Revisiting Morgan Stanley's harsh 'semiconductor winter' track record
Global financial markets are reacting especially sensitively to this latest Morgan Stanley report because of memories of the so-called 'semiconductor winter' that once shook stock markets around the world. In August 2021, at the peak of the semiconductor boom fueled by the COVID-19 pandemic, Morgan Stanley abruptly downgraded the sector in a report that predicted slowing PC demand and oversupply. A real semiconductor downcycle followed soon after, cementing the bank's influence over the market.
Then, in September 2024, it slashed its target price for SK hynix to less than half in a single day after raising concerns about oversupply in high-bandwidth memory, even as the stock was hitting record highs on the AI boom. The move triggered a sharp selloff that wiped out 15 trillion won in market capitalization from Korea's semiconductor sector. Morgan Stanley later acknowledged the error, restored the target price after confirming the strength of AI demand, and caused a stir of its own, but the shock to the market was significant.
A major shift in capital: Which sectors will take the place of semiconductors?
Along with its recommendation for a risk-management strategy centered on tech stocks, Morgan Stanley also pointed to global sectors that could benefit as market flows broaden. It highlighted biotech, which could gain from a lower global interest rate environment and a pickup in mergers and acquisitions, as well as consumer sectors with strong expectations for a recovery in global goods consumption and earnings improvement. Transportation and regional banks were also expected to benefit from the cyclical recovery and the widening of market leadership.
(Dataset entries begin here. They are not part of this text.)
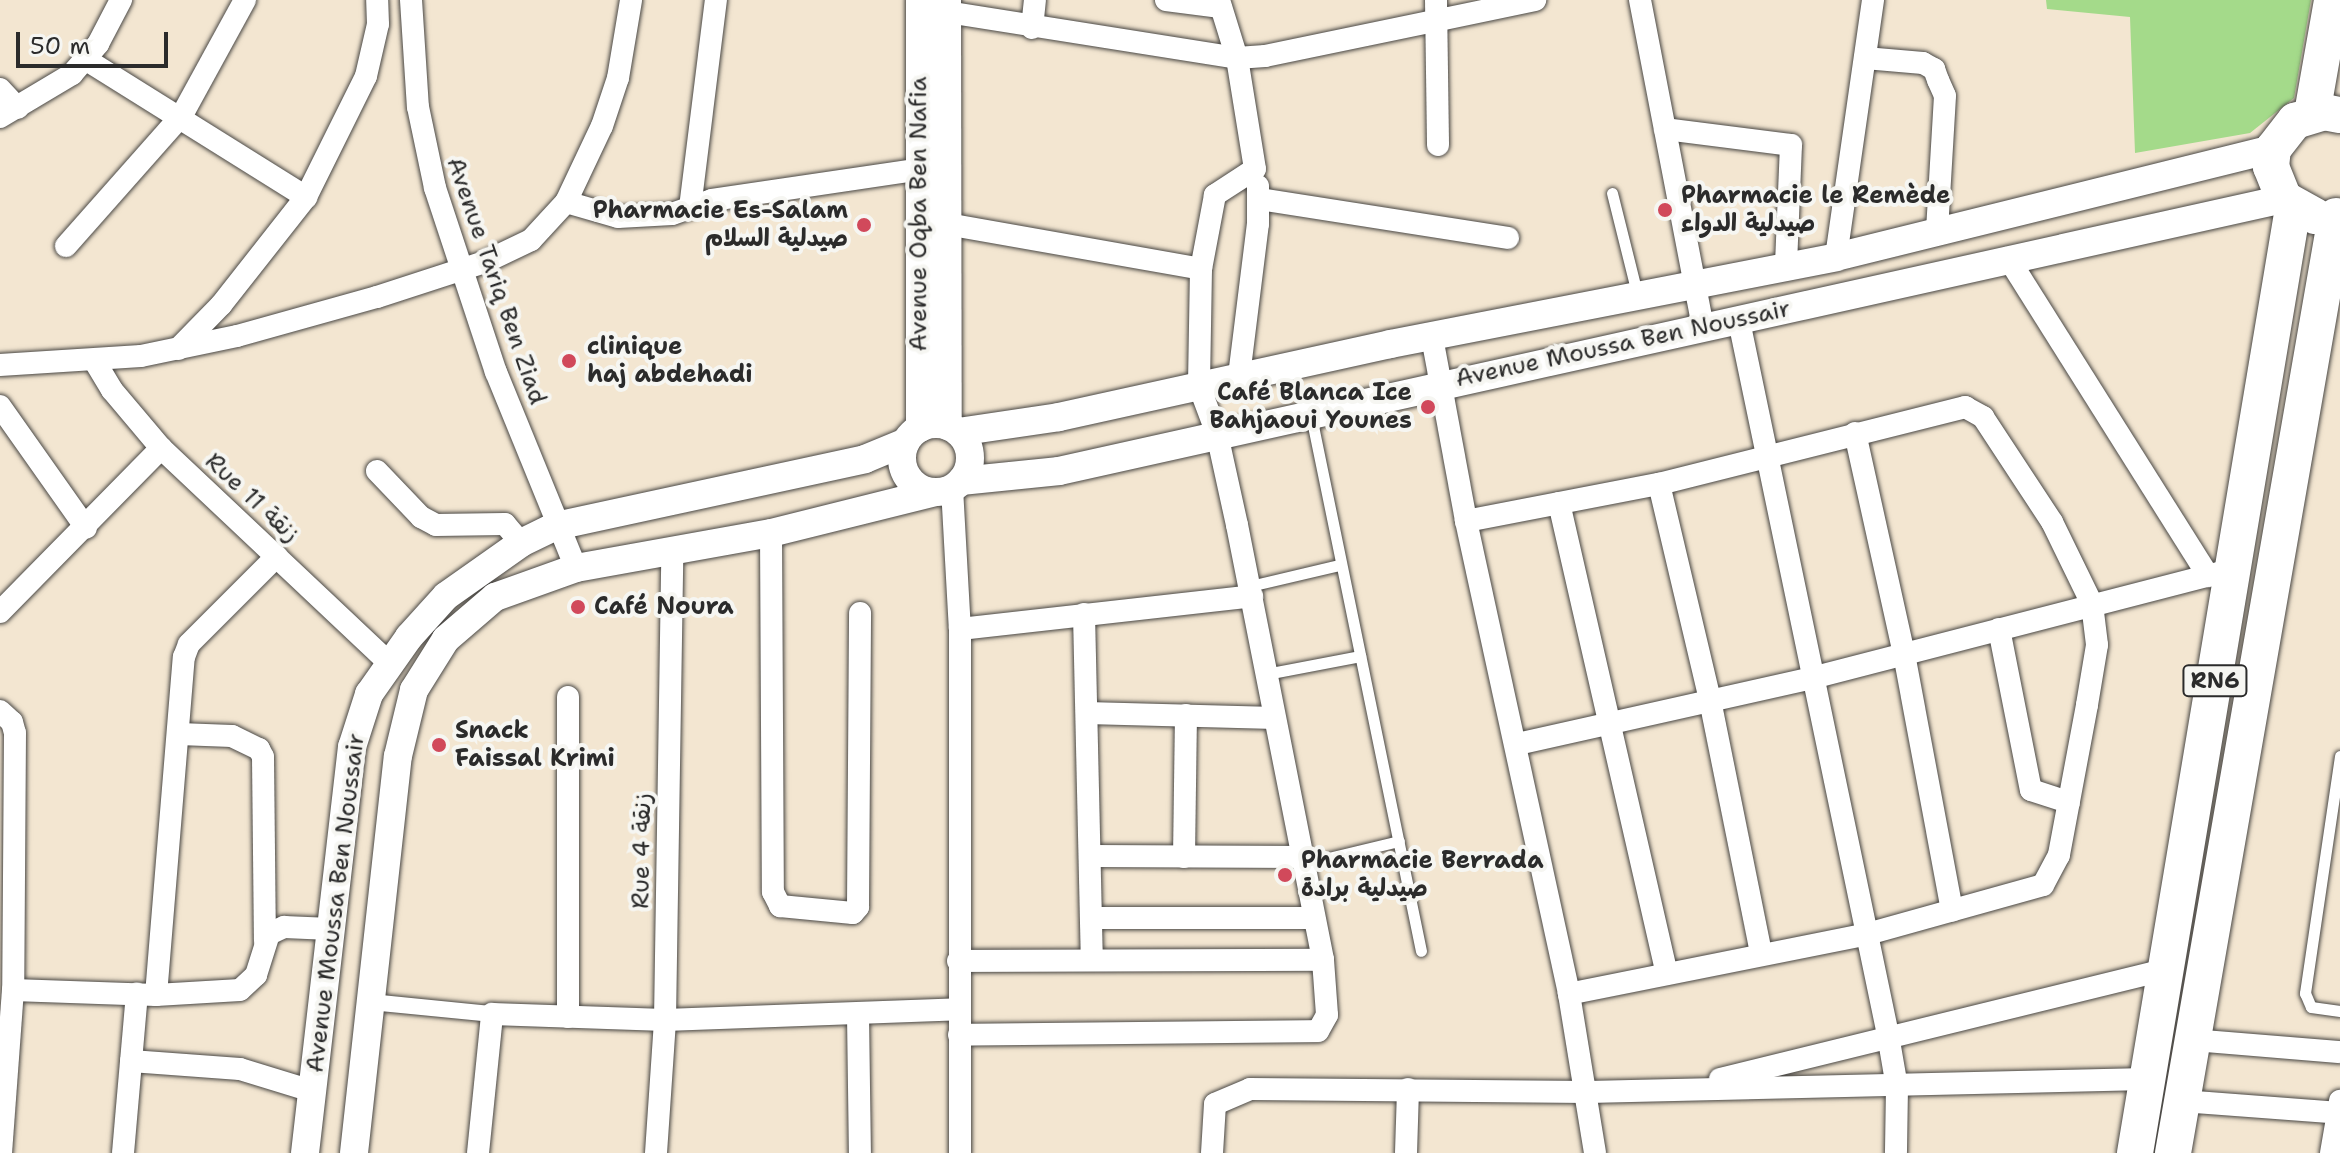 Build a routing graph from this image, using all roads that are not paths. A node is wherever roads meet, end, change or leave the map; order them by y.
1 (121, 0) edge
2 (245, 0) edge
3 (377, 0) edge
4 (411, 0) edge
5 (631, 0) edge
6 (716, 0) edge
7 (920, 0) edge
8 (1035, 0) edge
9 (1166, 0) edge
10 (1535, 0) edge
11 (1640, 0) edge
12 (1873, 0) edge
13 (2332, 0) edge
14 (1220, 4) edge
15 (947, 6) edge
16 (1437, 9) edge
17 (1032, 28) junction
18 (1237, 58) junction
19 (1865, 58) junction
20 (85, 59) junction
21 (0, 89) edge
22 (9, 112) edge
23 (182, 115) junction
24 (2326, 115) edge
25 (1665, 129) junction
26 (1438, 145) dead end
27 (2273, 149) junction
28 (1255, 169) junction
29 (916, 170) junction
30 (1612, 193) dead end
31 (306, 197) junction
32 (1260, 199) junction
33 (566, 202) junction
34 (2288, 204) junction
35 (690, 208) junction
36 (2338, 215) edge
37 (947, 224) junction
38 (1937, 232) junction
39 (1508, 238) dead end
40 (66, 246) dead end
41 (1836, 257) junction
42 (2008, 258) junction
43 (1786, 266) junction
44 (1201, 269) junction
45 (461, 270) junction
46 (1696, 282) junction
47 (1637, 293) junction
48 (1739, 321) junction
49 (1703, 328) junction
50 (1432, 337) junction
51 (177, 350) junction
52 (94, 360) junction
53 (0, 365) edge
54 (1239, 376) junction
55 (1442, 383) junction
56 (1199, 386) junction
57 (0, 406) edge
58 (1311, 411) junction
59 (933, 432) junction
60 (1855, 433) junction
61 (1217, 434) junction
62 (161, 448) junction
63 (1767, 454) junction
64 (377, 471) dead end
65 (1659, 484) junction
66 (949, 487) junction
67 (1559, 503) junction
68 (1466, 521) junction
69 (556, 526) junction
70 (86, 528) junction
71 (771, 533) junction
72 (521, 543) junction
73 (672, 550) junction
74 (277, 556) junction
75 (1339, 565) junction
76 (576, 568) junction
77 (2221, 572) junction
78 (1251, 591) junction
79 (2092, 604) junction
80 (0, 612) edge
81 (860, 613) dead end
82 (1084, 614) junction
83 (960, 629) junction
84 (1999, 629) junction
85 (1904, 654) junction
86 (1360, 656) junction
87 (388, 662) junction
88 (1266, 674) junction
89 (1812, 678) junction
90 (568, 697) dead end
91 (1710, 700) junction
92 (0, 711) edge
93 (1088, 713) junction
94 (1186, 715) junction
95 (1274, 718) junction
96 (1612, 725) junction
97 (179, 734) junction
98 (1517, 744) junction
99 (2340, 756) edge
100 (2069, 802) junction
101 (1399, 841) junction
102 (1092, 856) junction
103 (1184, 857) junction
104 (1303, 857) junction
105 (1952, 911) junction
106 (1094, 918) junction
107 (1314, 918) junction
108 (331, 929) junction
109 (1868, 934) junction
110 (265, 941) junction
111 (1421, 951) dead end
112 (1761, 953) junction
113 (1092, 957) junction
114 (1323, 960) junction
115 (958, 961) junction
116 (2165, 970) junction
117 (1667, 974) junction
118 (13, 990) junction
119 (1569, 994) junction
120 (146, 995) junction
121 (371, 1002) junction
122 (959, 1009) junction
123 (2340, 1011) edge
124 (492, 1014) junction
125 (858, 1015) junction
126 (568, 1017) junction
127 (665, 1020) junction
128 (959, 1035) junction
129 (1888, 1035) junction
130 (2193, 1040) junction
131 (2340, 1052) edge
132 (131, 1061) junction
133 (2147, 1079) junction
134 (1690, 1087) junction
135 (1897, 1087) junction
136 (1408, 1089) junction
137 (312, 1091) junction
138 (1588, 1092) junction
139 (2182, 1101) junction
140 (2339, 1109) edge
141 (1, 1153) edge
142 (123, 1153) edge
143 (305, 1153) edge
144 (354, 1153) edge
145 (478, 1153) edge
146 (656, 1153) edge
147 (860, 1153) edge
148 (960, 1153) edge
149 (1212, 1153) edge
150 (1406, 1153) edge
151 (1595, 1153) edge
152 (1896, 1153) edge
153 (2135, 1153) edge
154 (2173, 1153) edge
155 (2331, 1153) edge

1 - 20 street
2 - 23 street
3 - 31 street
4 - 45 street, Avenue Tariq Ben Ziad
5 - 33 street
6 - 35 street
7 - 29 street, Avenue Oqba Ben Nafia
8 - 17 street
9 - 14 street
10 - 16 street
11 - 25 street
12 - 19 street
13 - 24 main road
14 - 18 street
15 - 17 street
15 - 37 street, Avenue Oqba Ben Nafia
16 - 18 street
16 - 26 street
17 - 18 street
18 - 28 street
19 - 38 street
19 - 41 street
20 - 22 street
20 - 23 street
21 - 22 street
23 - 31 street
23 - 40 street
24 - 27 main road
25 - 43 street
25 - 46 street
27 - 34 main road, RN6
27 - 38 street, Avenue Moussa Ben Noussair
28 - 32 street
28 - 44 street
29 - 35 street
29 - 59 street, Avenue Oqba Ben Nafia
30 - 47 lane
31 - 51 street
32 - 39 street
32 - 54 street
33 - 35 street
33 - 45 street
34 - 36 main road, RN6
34 - 42 street, Avenue Moussa Ben Noussair
34 - 77 main road, RN6
36 - 130 main road, RN6
37 - 44 street
37 - 59 street, Avenue Oqba Ben Nafia
38 - 41 street, Avenue Moussa Ben Noussair
41 - 43 street, Avenue Moussa Ben Noussair
42 - 48 street, Avenue Moussa Ben Noussair
42 - 77 street
43 - 46 street, Avenue Moussa Ben Noussair
44 - 56 street
45 - 51 street
45 - 69 street, Avenue Tariq Ben Ziad
46 - 47 street, Avenue Moussa Ben Noussair
46 - 49 street
47 - 50 street, Avenue Moussa Ben Noussair
48 - 49 street, Avenue Moussa Ben Noussair
48 - 63 street
49 - 55 street, Avenue Moussa Ben Noussair
50 - 54 street, Avenue Moussa Ben Noussair
50 - 55 street
51 - 52 street
52 - 53 street
52 - 62 street, Rue 11 زنقة
54 - 56 street, Avenue Moussa Ben Noussair
55 - 58 street, Avenue Moussa Ben Noussair
55 - 68 street
56 - 59 street, Avenue Moussa Ben Noussair
56 - 61 street
57 - 70 street
58 - 61 street, Avenue Moussa Ben Noussair
58 - 75 lane
59 - 66 street
59 - 66 street
59 - 69 street, Avenue Moussa Ben Noussair
60 - 63 street
60 - 79 street
60 - 85 street
61 - 66 street, Avenue Moussa Ben Noussair
61 - 78 street
62 - 70 street
62 - 74 street, Rue 11 زنقة
63 - 65 street
63 - 89 street
64 - 72 street
65 - 67 street
65 - 91 street
66 - 71 street, Avenue Moussa Ben Noussair
66 - 83 street
67 - 68 street
67 - 96 street
68 - 98 street
69 - 72 street, Avenue Moussa Ben Noussair
69 - 76 street, Avenue Tariq Ben Ziad
70 - 80 street
71 - 73 street, Avenue Moussa Ben Noussair
71 - 81 street
72 - 87 street, Avenue Moussa Ben Noussair
73 - 76 street, Avenue Moussa Ben Noussair
73 - 127 street, Rue 4 زنقة
74 - 87 street, Rue 11 زنقة
74 - 97 street
75 - 78 lane
75 - 86 lane
76 - 121 street, Avenue Moussa Ben Noussair
77 - 79 street
77 - 116 main road, RN6
78 - 82 street
78 - 88 street
79 - 84 street
79 - 100 street
82 - 83 street
82 - 93 street
83 - 115 street
84 - 85 street
84 - 100 street
85 - 89 street
85 - 105 street
86 - 88 lane
86 - 101 lane
87 - 108 street, Avenue Moussa Ben Noussair
88 - 95 street
89 - 91 street
89 - 109 street
90 - 126 street
91 - 96 street
91 - 112 street
92 - 118 street
93 - 94 street
93 - 102 street
94 - 95 street
94 - 103 street
95 - 104 street
96 - 98 street
96 - 117 street
97 - 110 street
97 - 120 street
98 - 119 street
99 - 123 lane
100 - 105 street
101 - 104 lane
101 - 111 lane
102 - 103 street
102 - 106 street
103 - 104 street
104 - 107 street
105 - 109 street
106 - 107 street
106 - 113 street
107 - 114 street
108 - 110 street
108 - 137 street, Avenue Moussa Ben Noussair
109 - 112 street
109 - 129 street
110 - 120 street
112 - 117 street
113 - 114 street
113 - 115 street
114 - 128 street
115 - 122 street
116 - 129 street
116 - 133 main road, RN6
117 - 119 street
118 - 120 street
118 - 141 street
119 - 138 street
120 - 132 street
121 - 124 street
121 - 144 street, Avenue Moussa Ben Noussair
122 - 125 street
122 - 128 street
124 - 126 street
124 - 145 street
125 - 127 street
125 - 147 street
126 - 127 street
127 - 146 street, Rue 4 زنقة
128 - 148 street
129 - 134 street
129 - 135 street
130 - 131 street
130 - 139 main road, RN6
132 - 137 street
132 - 142 street
133 - 135 street
133 - 153 main road, RN6
134 - 135 street
134 - 138 street
135 - 152 street
136 - 138 street
136 - 149 street
136 - 150 street
137 - 143 street, Avenue Moussa Ben Noussair
138 - 151 street
139 - 140 street
139 - 154 main road, RN6
140 - 155 street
Global investors have now begun closely watching whether Morgan Stanley's latest pessimistic outlook will prove to be the start of a real long-term downturn, as in the past, or merely an overblown concern during a short-term pause. In fact, the immediate impact appears unavoidable, with Samsung Electronics and SK hynix each falling more than 6% in Asian trading shortly after the report was released.
At the same time, it is worth noting that Morgan Stanley, while warning of possible short-term stock corrections, still maintained its long-term positive view on tech stocks, citing medium- to long-term earnings prospects and the continued spread of the AI paradigm.